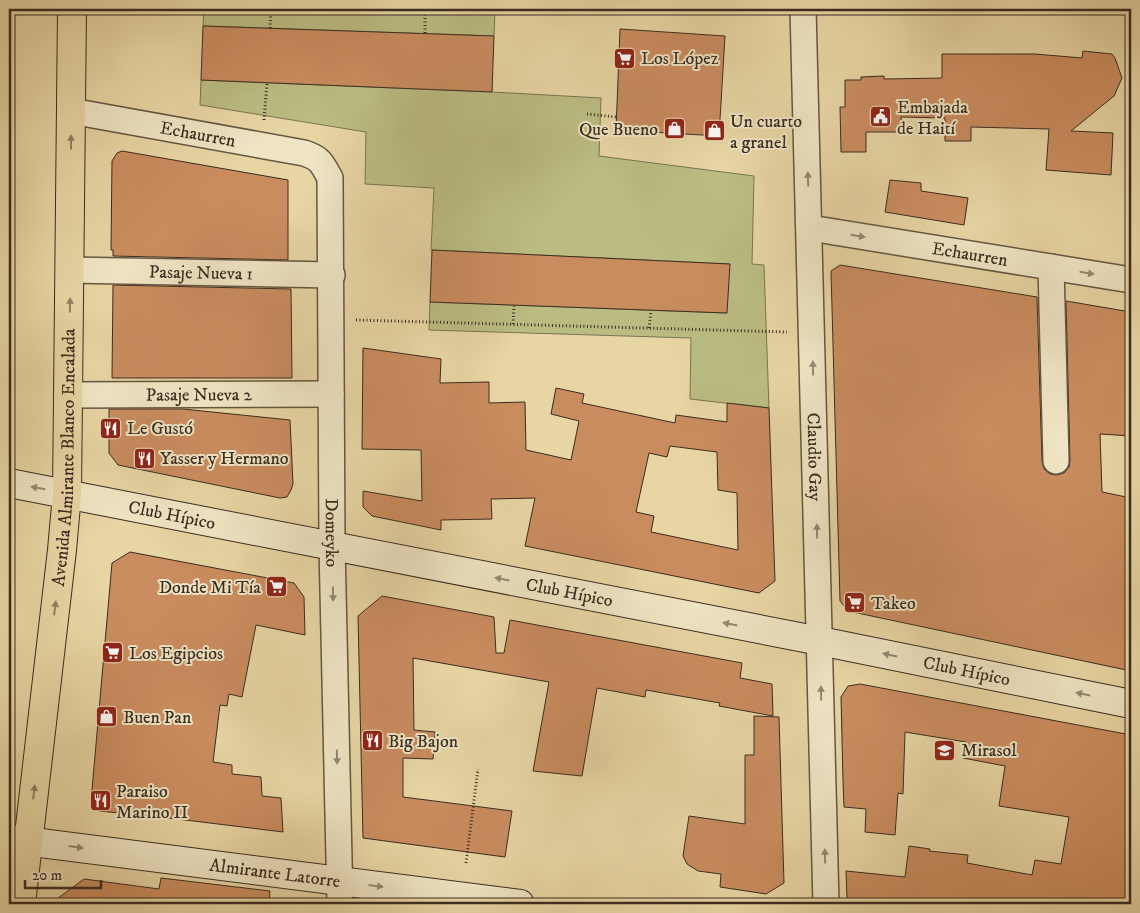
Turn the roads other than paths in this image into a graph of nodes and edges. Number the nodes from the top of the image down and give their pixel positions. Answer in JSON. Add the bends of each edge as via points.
{"nodes":[{"id":1,"x":72,"y":9,"type":"edge"},
{"id":2,"x":804,"y":9,"type":"edge"},
{"id":3,"x":71,"y":111,"type":"junction"},
{"id":4,"x":322,"y":163,"type":"joint"},
{"id":5,"x":810,"y":228,"type":"junction"},
{"id":6,"x":1051,"y":267,"type":"junction"},
{"id":7,"x":70,"y":270,"type":"junction"},
{"id":8,"x":332,"y":275,"type":"junction"},
{"id":9,"x":1131,"y":280,"type":"edge"},
{"id":10,"x":331,"y":394,"type":"junction"},
{"id":11,"x":68,"y":395,"type":"junction"},
{"id":12,"x":1056,"y":461,"type":"dead end"},
{"id":13,"x":9,"y":483,"type":"edge"},
{"id":14,"x":67,"y":494,"type":"junction"},
{"id":15,"x":332,"y":546,"type":"junction"},
{"id":16,"x":820,"y":641,"type":"junction"},
{"id":17,"x":1131,"y":704,"type":"edge"},
{"id":18,"x":18,"y":840,"type":"edge"},
{"id":19,"x":340,"y":892,"type":"edge"},
{"id":20,"x":21,"y":904,"type":"edge"},
{"id":21,"x":520,"y":904,"type":"edge"},
{"id":22,"x":826,"y":904,"type":"edge"}],
"edges":[{"from":1,"to":3,"type":"main road","name":"Avenida Almirante Blanco Encalada"},
{"from":5,"to":2,"type":"street","name":"Claudio Gay","one_way":true},
{"from":3,"to":4,"type":"street","name":"Echaurren","via":[[304,153]]},
{"from":7,"to":3,"type":"main road","name":"Avenida Almirante Blanco Encalada","one_way":true},
{"from":4,"to":8,"type":"street","name":"Domeyko","via":[[330,178]]},
{"from":5,"to":6,"type":"street","name":"Echaurren","one_way":true},
{"from":16,"to":5,"type":"street","name":"Claudio Gay","one_way":true},
{"from":6,"to":9,"type":"street","name":"Echaurren","one_way":true},
{"from":6,"to":12,"type":"street"},
{"from":7,"to":8,"type":"street","name":"Pasaje Nueva 1"},
{"from":11,"to":7,"type":"main road","name":"Avenida Almirante Blanco Encalada","one_way":true},
{"from":8,"to":10,"type":"street","name":"Domeyko"},
{"from":10,"to":11,"type":"street","name":"Pasaje Nueva 2"},
{"from":10,"to":15,"type":"street","name":"Domeyko"},
{"from":11,"to":14,"type":"main road","name":"Avenida Almirante Blanco Encalada"},
{"from":14,"to":13,"type":"main road","name":"Club Hípico","one_way":true},
{"from":14,"to":15,"type":"main road","name":"Club Hípico"},
{"from":18,"to":14,"type":"main road","name":"Avenida Almirante Blanco Encalada","one_way":true,"via":[[62,550]]},
{"from":16,"to":15,"type":"main road","name":"Club Hípico","one_way":true},
{"from":15,"to":19,"type":"street","name":"Domeyko","one_way":true},
{"from":17,"to":16,"type":"main road","name":"Club Hípico","one_way":true},
{"from":22,"to":16,"type":"street","name":"Claudio Gay","one_way":true},
{"from":18,"to":19,"type":"main road","name":"Almirante Latorre","one_way":true},
{"from":18,"to":20,"type":"main road","name":"Avenida Almirante Blanco Encalada"},
{"from":19,"to":21,"type":"main road","name":"Almirante Latorre","one_way":true}]}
····················
TASK REQUIREMENTS: Please reproduce the whole listing exactly; the pictures stay out.

ANSWER TO THIS EXERCISE:
Turn the roads other than paths in this image into a graph of nodes and edges. Number the nodes from the top of the image down and give their pixel positions. Answer in JSON. Add the bends of each edge as via points.
{"nodes":[{"id":1,"x":72,"y":9,"type":"edge"},
{"id":2,"x":804,"y":9,"type":"edge"},
{"id":3,"x":71,"y":111,"type":"junction"},
{"id":4,"x":322,"y":163,"type":"joint"},
{"id":5,"x":810,"y":228,"type":"junction"},
{"id":6,"x":1051,"y":267,"type":"junction"},
{"id":7,"x":70,"y":270,"type":"junction"},
{"id":8,"x":332,"y":275,"type":"junction"},
{"id":9,"x":1131,"y":280,"type":"edge"},
{"id":10,"x":331,"y":394,"type":"junction"},
{"id":11,"x":68,"y":395,"type":"junction"},
{"id":12,"x":1056,"y":461,"type":"dead end"},
{"id":13,"x":9,"y":483,"type":"edge"},
{"id":14,"x":67,"y":494,"type":"junction"},
{"id":15,"x":332,"y":546,"type":"junction"},
{"id":16,"x":820,"y":641,"type":"junction"},
{"id":17,"x":1131,"y":704,"type":"edge"},
{"id":18,"x":18,"y":840,"type":"edge"},
{"id":19,"x":340,"y":892,"type":"edge"},
{"id":20,"x":21,"y":904,"type":"edge"},
{"id":21,"x":520,"y":904,"type":"edge"},
{"id":22,"x":826,"y":904,"type":"edge"}],
"edges":[{"from":1,"to":3,"type":"main road","name":"Avenida Almirante Blanco Encalada"},
{"from":5,"to":2,"type":"street","name":"Claudio Gay","one_way":true},
{"from":3,"to":4,"type":"street","name":"Echaurren","via":[[304,153]]},
{"from":7,"to":3,"type":"main road","name":"Avenida Almirante Blanco Encalada","one_way":true},
{"from":4,"to":8,"type":"street","name":"Domeyko","via":[[330,178]]},
{"from":5,"to":6,"type":"street","name":"Echaurren","one_way":true},
{"from":16,"to":5,"type":"street","name":"Claudio Gay","one_way":true},
{"from":6,"to":9,"type":"street","name":"Echaurren","one_way":true},
{"from":6,"to":12,"type":"street"},
{"from":7,"to":8,"type":"street","name":"Pasaje Nueva 1"},
{"from":11,"to":7,"type":"main road","name":"Avenida Almirante Blanco Encalada","one_way":true},
{"from":8,"to":10,"type":"street","name":"Domeyko"},
{"from":10,"to":11,"type":"street","name":"Pasaje Nueva 2"},
{"from":10,"to":15,"type":"street","name":"Domeyko"},
{"from":11,"to":14,"type":"main road","name":"Avenida Almirante Blanco Encalada"},
{"from":14,"to":13,"type":"main road","name":"Club Hípico","one_way":true},
{"from":14,"to":15,"type":"main road","name":"Club Hípico"},
{"from":18,"to":14,"type":"main road","name":"Avenida Almirante Blanco Encalada","one_way":true,"via":[[62,550]]},
{"from":16,"to":15,"type":"main road","name":"Club Hípico","one_way":true},
{"from":15,"to":19,"type":"street","name":"Domeyko","one_way":true},
{"from":17,"to":16,"type":"main road","name":"Club Hípico","one_way":true},
{"from":22,"to":16,"type":"street","name":"Claudio Gay","one_way":true},
{"from":18,"to":19,"type":"main road","name":"Almirante Latorre","one_way":true},
{"from":18,"to":20,"type":"main road","name":"Avenida Almirante Blanco Encalada"},
{"from":19,"to":21,"type":"main road","name":"Almirante Latorre","one_way":true}]}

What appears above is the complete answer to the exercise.